Lei, privata del suo uomo, rimane monca, le si azzera la proiezione di futuro che con lui poteva avere. Chiamati alle armi, gli uomini del villaggio se ne vanno, l’amore delle loro donne diventa dolore e poi odio, l’odio dell’impotenza. Senza uomini, la vita non può generare altra vita, che destino potrà mai esserci davanti?
Le donne del villaggio sono compatte, devono essere pronte se mai dovesse, un giorno, arrivare un uomo che sarà l’uomo seme, con nessun’altra funzione che inseminarle, loro così “gravide di dolore”. Come delle Ecclesiazuse, ma senza il comico, le donne governano il villaggio, stabiliscono regole, pianificano l’arrivo dell’uomo seme: se lo divideranno, niente amore né sentimenti, solo un atto meccanico, uno scambio per non scomparire.
Lei è la prima donna che lo incontra e, quindi, avrà il diritto di essere la prima anche di fronte alle altre, sarà come Eva, con un diritto di precedenza, tutte le altre dopo.
L’uomo seme si chiama Jean, assolve il suo compito, ma con lei, solo con lei, quell’atavica ricerca di completezza non può rimanere fine a se stessa, l’amore è più forte e s’annida, assieme al seme.

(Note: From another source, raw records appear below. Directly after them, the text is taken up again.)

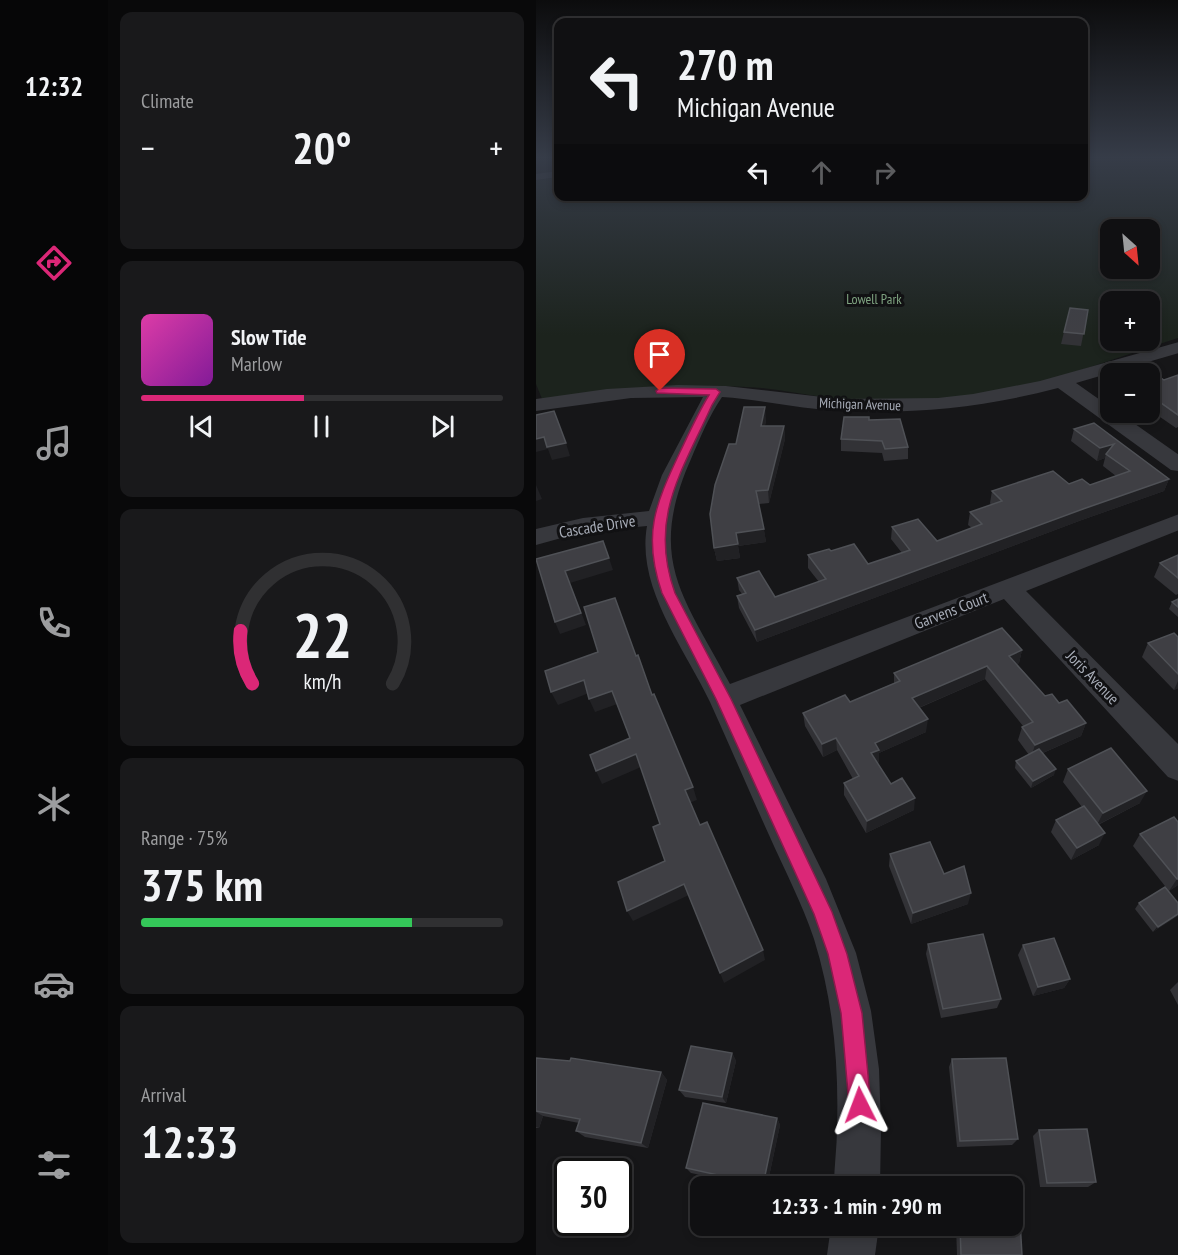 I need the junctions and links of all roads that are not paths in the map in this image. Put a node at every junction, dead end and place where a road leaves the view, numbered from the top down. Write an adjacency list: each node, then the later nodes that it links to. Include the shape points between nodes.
1 (1178, 347): 2 (street, Michigan Avenue)
2 (1062, 382): 3 (street, Michigan Avenue, via 981,399 905,406 847,405); 5 (street)
3 (716, 392): 4 (street, Michigan Avenue, via 636,392); 6 (street, via 680,463)
4 (536, 405)
5 (1178, 465)
6 (659, 517): 8 (street, Cascade Drive, via 583,525); 10 (street, via 657,548 668,593)
7 (1178, 520): 9 (street, Garvens Court)
8 (536, 537)
9 (1008, 588): 10 (street, Garvens Court); 11 (street, Joris Avenue)
10 (723, 699): 12 (street, via 823,912 838,954 860,1084)
11 (1178, 767)
12 (858, 1176)
13 (854, 1236): 14 (street)
14 (851, 1255)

La felicità si mette dentro alla disgrazia, una felicità spuria perché genera in lei turbamento e senso di colpa: l’amore non può essere cristallizzato verso Martin che non c’è più e chissà se tornerà dal fronte, l’amore chiama ed è chiamato, va verso l’uomo seme.
Jean ha la capacità di amare, i suoi gesti lo confermano, Jean legge e con lei parla, tra loro nasce una condivisione complice che non si spezza.

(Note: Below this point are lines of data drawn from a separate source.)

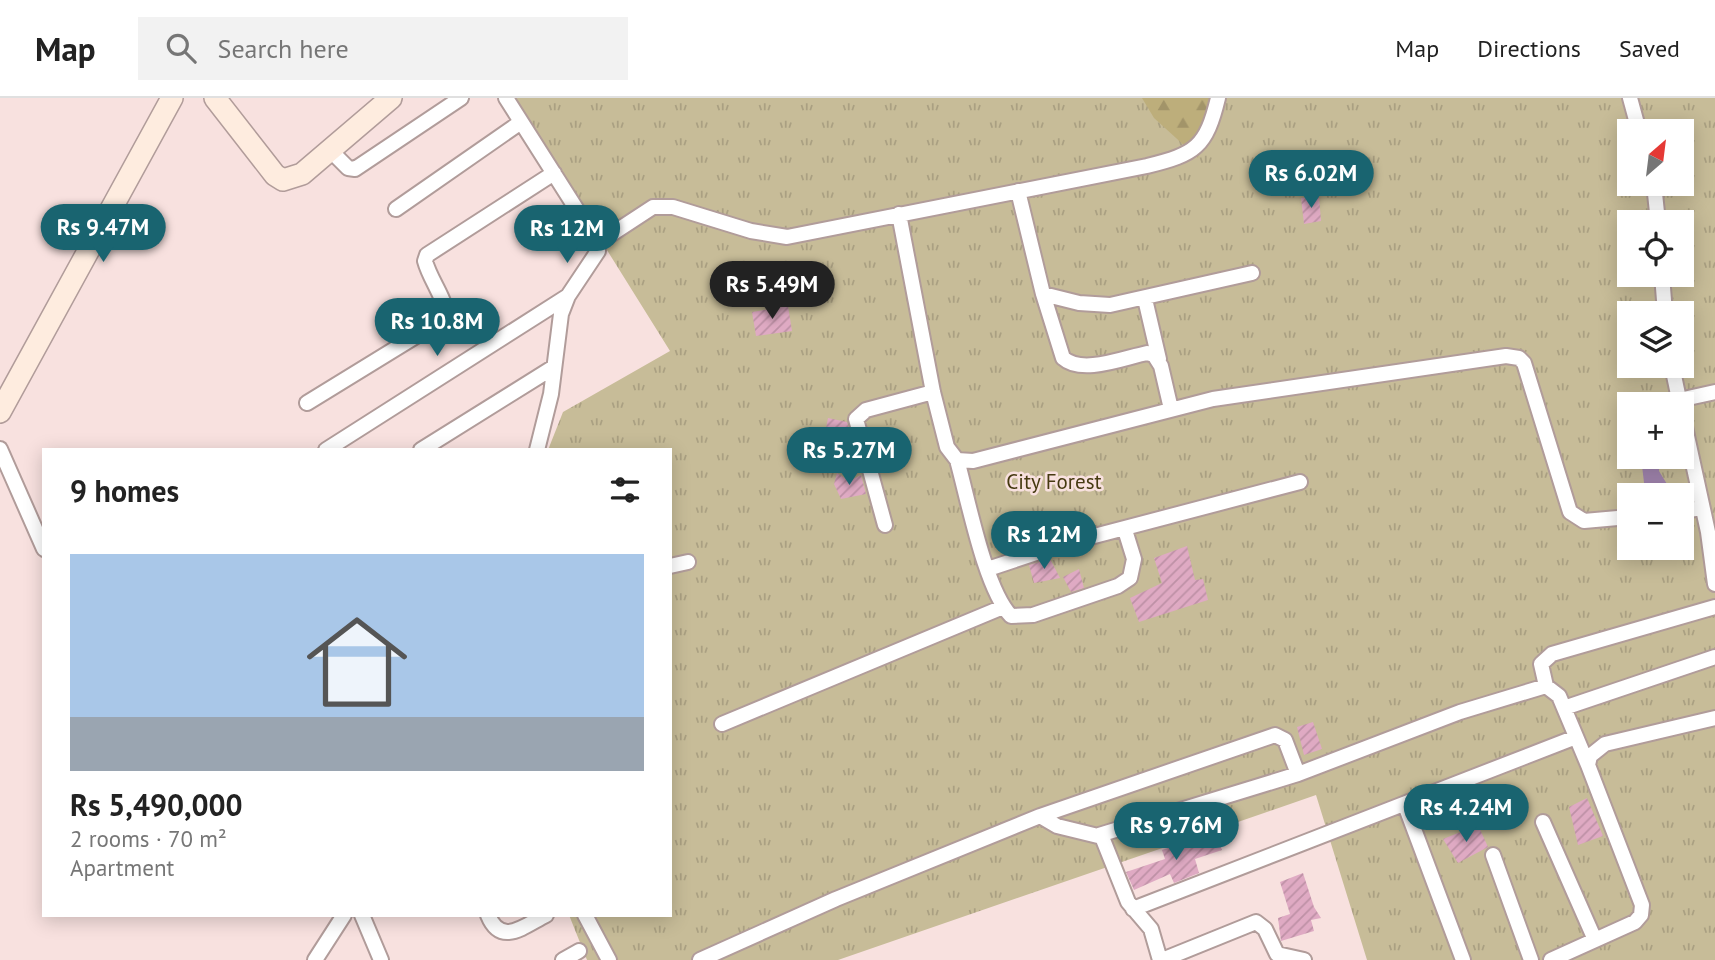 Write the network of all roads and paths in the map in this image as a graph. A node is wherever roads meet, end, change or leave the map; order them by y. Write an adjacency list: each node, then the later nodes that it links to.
1 (172, 98): 27 (street)
2 (215, 98): 10 (street)
3 (391, 98): 10 (street)
4 (461, 98): 10 (street)
5 (506, 98): 9 (street)
6 (1218, 98): 12 (street)
7 (1630, 98): 8 (street)
8 (1636, 119)
9 (521, 122): 11 (street); 13 (street)
10 (330, 150)
11 (554, 173): 15 (street); 25 (street)
12 (1018, 191): 14 (street); 17 (street)
13 (396, 209)
14 (899, 214): 15 (street); 23 (street)
15 (598, 243): 18 (street)
16 (1252, 272): 19 (street)
17 (1043, 293): 19 (street); 20 (street)
18 (568, 296): 21 (street); 28 (street)
19 (1145, 299): 20 (street)
20 (1159, 359): 26 (street)
21 (554, 367): 29 (street); 30 (street)
22 (1715, 392): 24 (street)
23 (933, 393): 32 (street); 38 (street)
24 (1694, 400)
25 (307, 403)
26 (1171, 409): 32 (street); 37 (street)
27 (0, 412)
28 (329, 448)
29 (424, 448)
30 (537, 448)
31 (0, 449): 40 (street)
32 (957, 460): 43 (street)
33 (1693, 469): 35 (street)
34 (1300, 482): 39 (street)
35 (1702, 509): 36 (street); 44 (street)
36 (1694, 510)
37 (1617, 518)
38 (885, 525)
39 (1125, 530): 43 (street); 45 (street)
40 (42, 544)
41 (688, 562): 42 (street)
42 (672, 566)
43 (988, 569): 45 (street)
44 (1715, 584)
45 (1003, 607): 51 (street)
46 (1715, 607): 48 (street)
47 (1715, 657): 49 (street)
48 (1546, 686): 49 (street); 54 (street)
49 (1564, 708): 52 (street)
50 (1715, 718): 53 (street)
51 (722, 724)
52 (1576, 737): 53 (street); 55 (street)
53 (1588, 765): 66 (street)
54 (1298, 774): 56 (street); 58 (street)
55 (1405, 805): 60 (street); 75 (street)
56 (1040, 816): 58 (street); 72 (street)
57 (1543, 822): 66 (street)
58 (1099, 835): 60 (street)
59 (1493, 855): 76 (street)
60 (1133, 909): 73 (street)
61 (344, 917): 68 (street)
62 (363, 917): 69 (street)
63 (489, 917): 64 (street)
64 (542, 917)
65 (586, 917): 71 (street)
66 (1595, 940): 77 (street)
67 (579, 951): 70 (street)
68 (315, 960)
69 (382, 960)
70 (563, 960)
71 (609, 960)
72 (701, 960)
73 (1161, 960): 74 (street)
74 (1304, 960)
75 (1463, 960)
76 (1531, 960)
77 (1551, 960)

Ma la vita gira, i cammini proseguono e la felicità vissuta non si dimentica.

“L’uomo seme”, Violette Ahilaud, Playground, Roma, 2014, pp. 64

Ferraraitalia ha di recente pubblicato un’intervista al fondatore e direttore editoriale della casa editrice Playground [vedi] che racconta anche la scoperta del manoscritto francese: Violette Ailhaud (1835-1925) racconta una storia vera vissuta in prima persona nella seconda metà dell’800; scrive il romanzo all’età di 84 anni, nel 1919, che viene pubblicato in Francia postumo nel 1950.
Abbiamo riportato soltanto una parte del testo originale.